Ed chuckled. “A psychic and a gardener. Boy, did she have fun with you today. Emily’s the curator of the city’s Botanical Gardens and a member of the Historical Society. She also has a Ph.D. in botany and she’s written a couple of books on medicinal plants.”
“Jeez,” Brad said as his head went back in his hands.
“Yeah, I know. A damn overachiever. Sure put the pressure on me and my brother while we were growing up. Our parents were always so button-popping proud of her. Still are. I planned to push her off a cliff when I got big enough.”
“Can’t imagine what stopped you.”
“It was this annoying habit she had of always making me feel like I was the talented one. No matter what sport I played, she was in the stands cheering for me and threatening the other team’s members with the loss of various body parts if they so much as harmed a hair on my head.”
The scene materialized so clearly in Brad’s mind that it made him wish he’d had such a sister.
“My pass to the ceremonies tomorrow is for two,” Ed said. “You can be my date if you promise not to wear anything too low-cut.”
“I’ll see what I have in my wardrobe,” Brad said dryly. “If you were me, how would you approach her on this?”
“Beats me.”
“Come on. You’ve known her all your life. You must have a feel for what would work?”

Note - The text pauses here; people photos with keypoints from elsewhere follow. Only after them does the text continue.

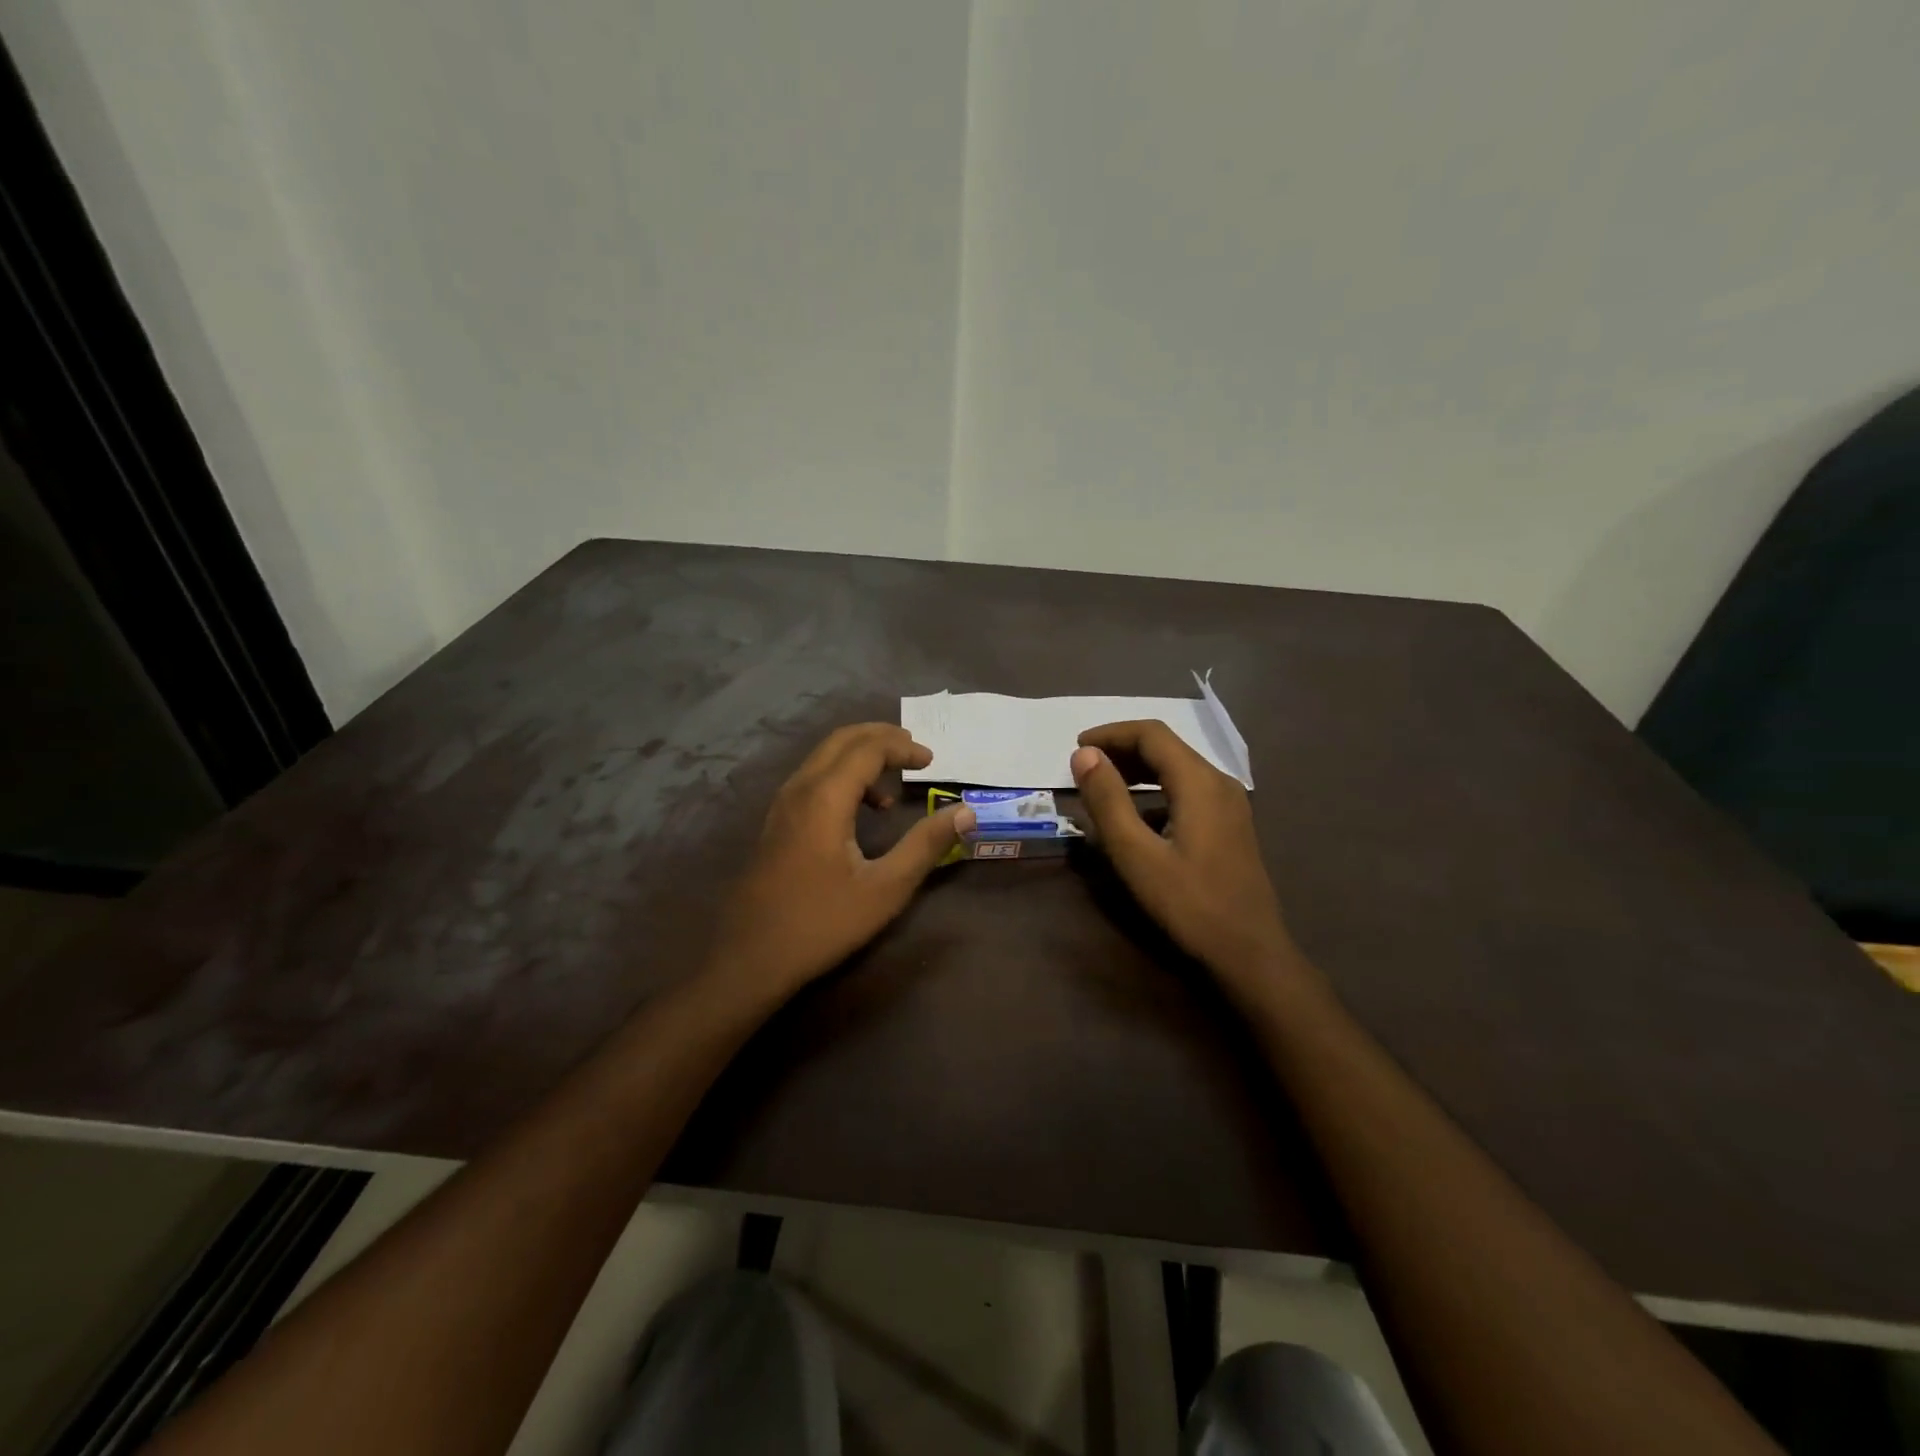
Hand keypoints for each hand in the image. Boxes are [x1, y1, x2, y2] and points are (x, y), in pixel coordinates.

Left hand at [708, 724, 974, 997]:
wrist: (751, 958)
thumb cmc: (822, 923)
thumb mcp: (885, 888)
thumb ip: (926, 845)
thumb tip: (964, 812)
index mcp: (825, 797)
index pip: (868, 748)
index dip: (903, 748)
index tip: (933, 762)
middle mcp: (799, 788)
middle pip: (842, 740)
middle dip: (882, 738)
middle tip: (915, 752)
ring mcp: (782, 805)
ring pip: (824, 757)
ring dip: (861, 756)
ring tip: (894, 782)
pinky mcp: (776, 822)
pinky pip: (813, 778)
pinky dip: (843, 776)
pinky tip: (862, 812)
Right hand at [1070, 721, 1307, 992]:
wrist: (1251, 953)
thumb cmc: (1189, 904)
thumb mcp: (1136, 854)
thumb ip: (1108, 801)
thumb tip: (1084, 755)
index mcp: (1199, 782)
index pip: (1151, 734)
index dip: (1111, 733)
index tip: (1076, 746)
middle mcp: (1219, 783)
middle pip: (1166, 747)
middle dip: (1122, 750)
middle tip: (1085, 766)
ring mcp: (1230, 804)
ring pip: (1178, 769)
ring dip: (1138, 770)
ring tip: (1103, 786)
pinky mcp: (1231, 825)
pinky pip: (1188, 791)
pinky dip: (1156, 791)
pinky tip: (1137, 817)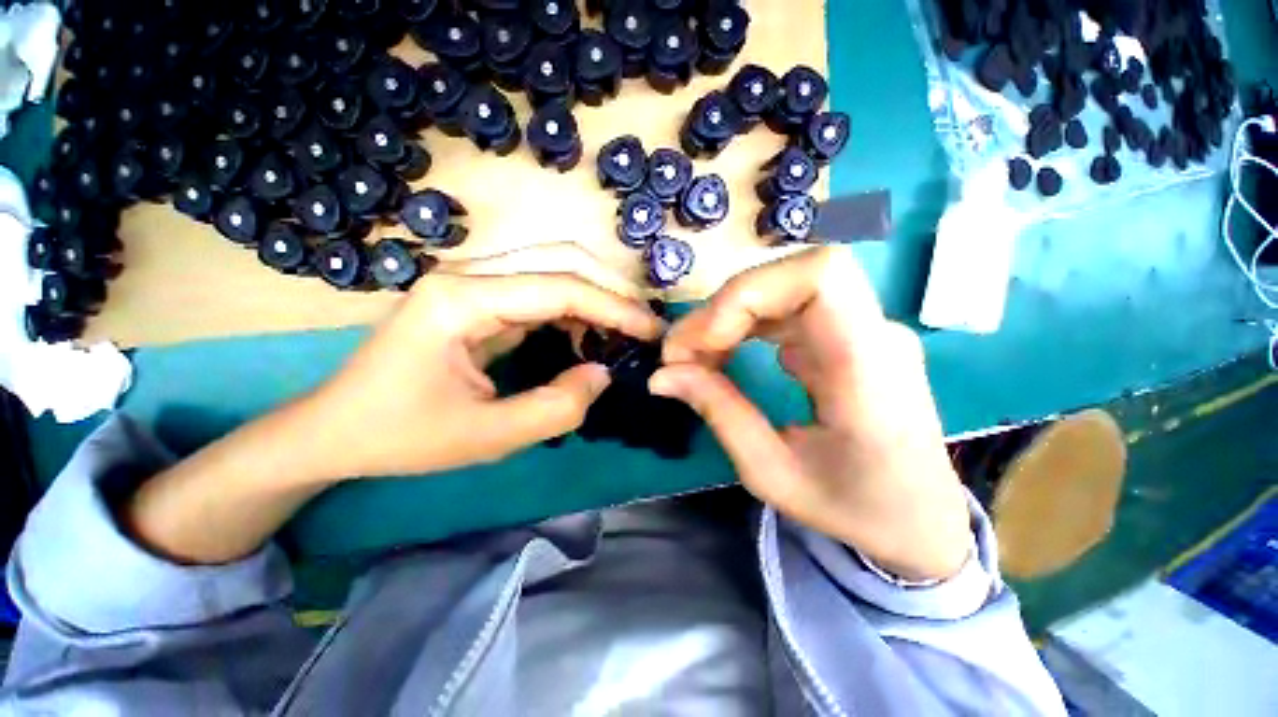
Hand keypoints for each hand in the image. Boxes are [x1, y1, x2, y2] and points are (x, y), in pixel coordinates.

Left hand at [306, 244, 662, 479]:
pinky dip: (574, 310)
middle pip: (561, 260)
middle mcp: (469, 275)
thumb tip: (602, 373)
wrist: (337, 428)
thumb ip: (556, 408)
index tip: (650, 331)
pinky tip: (587, 336)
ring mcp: (472, 282)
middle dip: (611, 291)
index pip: (560, 287)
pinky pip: (539, 291)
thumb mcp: (486, 437)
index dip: (614, 307)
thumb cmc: (402, 435)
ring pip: (554, 270)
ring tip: (622, 334)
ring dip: (596, 298)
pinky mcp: (478, 298)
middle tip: (642, 327)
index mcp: (462, 300)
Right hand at [650, 247, 971, 580]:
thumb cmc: (854, 509)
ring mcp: (864, 331)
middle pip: (791, 275)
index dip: (749, 292)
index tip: (705, 341)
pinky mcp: (846, 337)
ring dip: (729, 316)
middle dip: (724, 308)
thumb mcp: (772, 473)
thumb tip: (662, 375)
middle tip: (682, 354)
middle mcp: (875, 334)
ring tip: (696, 357)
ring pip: (783, 288)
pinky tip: (725, 355)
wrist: (920, 522)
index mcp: (869, 370)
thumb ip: (718, 412)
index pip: (820, 275)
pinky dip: (744, 324)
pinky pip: (787, 310)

“It’s precisely because I have known her all my life that I can assure you nothing will work. Emily’s made up her mind to have this kid alone and raise it by herself. And that’s what she’ll do.”
Brad looked out at the night, hoping for inspiration. But his mind was as hazy and blank as the starless sky.
Ed grabbed hold of his arm and pulled him to his feet. “Come on. We’re going back to the bar and tie one on.”
“You think getting drunk is going to help?”
“I sure hope so. Tomorrow, I have tickets to the hottest event of the year and look who I’m taking.”
THE TEMPERATURE WAS IN the seventies, the air a fragrant kiss across Emily’s cheek. In the distance, the Pacific Ocean whispered against white sands. To the north, south and east, the steep mountains circled into a soft blue sky. The gardens all around her were ablaze with sunlight and the beauty of growing things.
“You even arranged for us to have perfect weather,” Dorothy said near her ear. “I am impressed.”
Emily sent her friend a smile.
The Botanical Gardens were filled with the by-invitation-only spectators. Chief of police Max Zirinsky was among them and so were a lot of his plainclothes officers, unobtrusively milling about and keeping a watchful eye.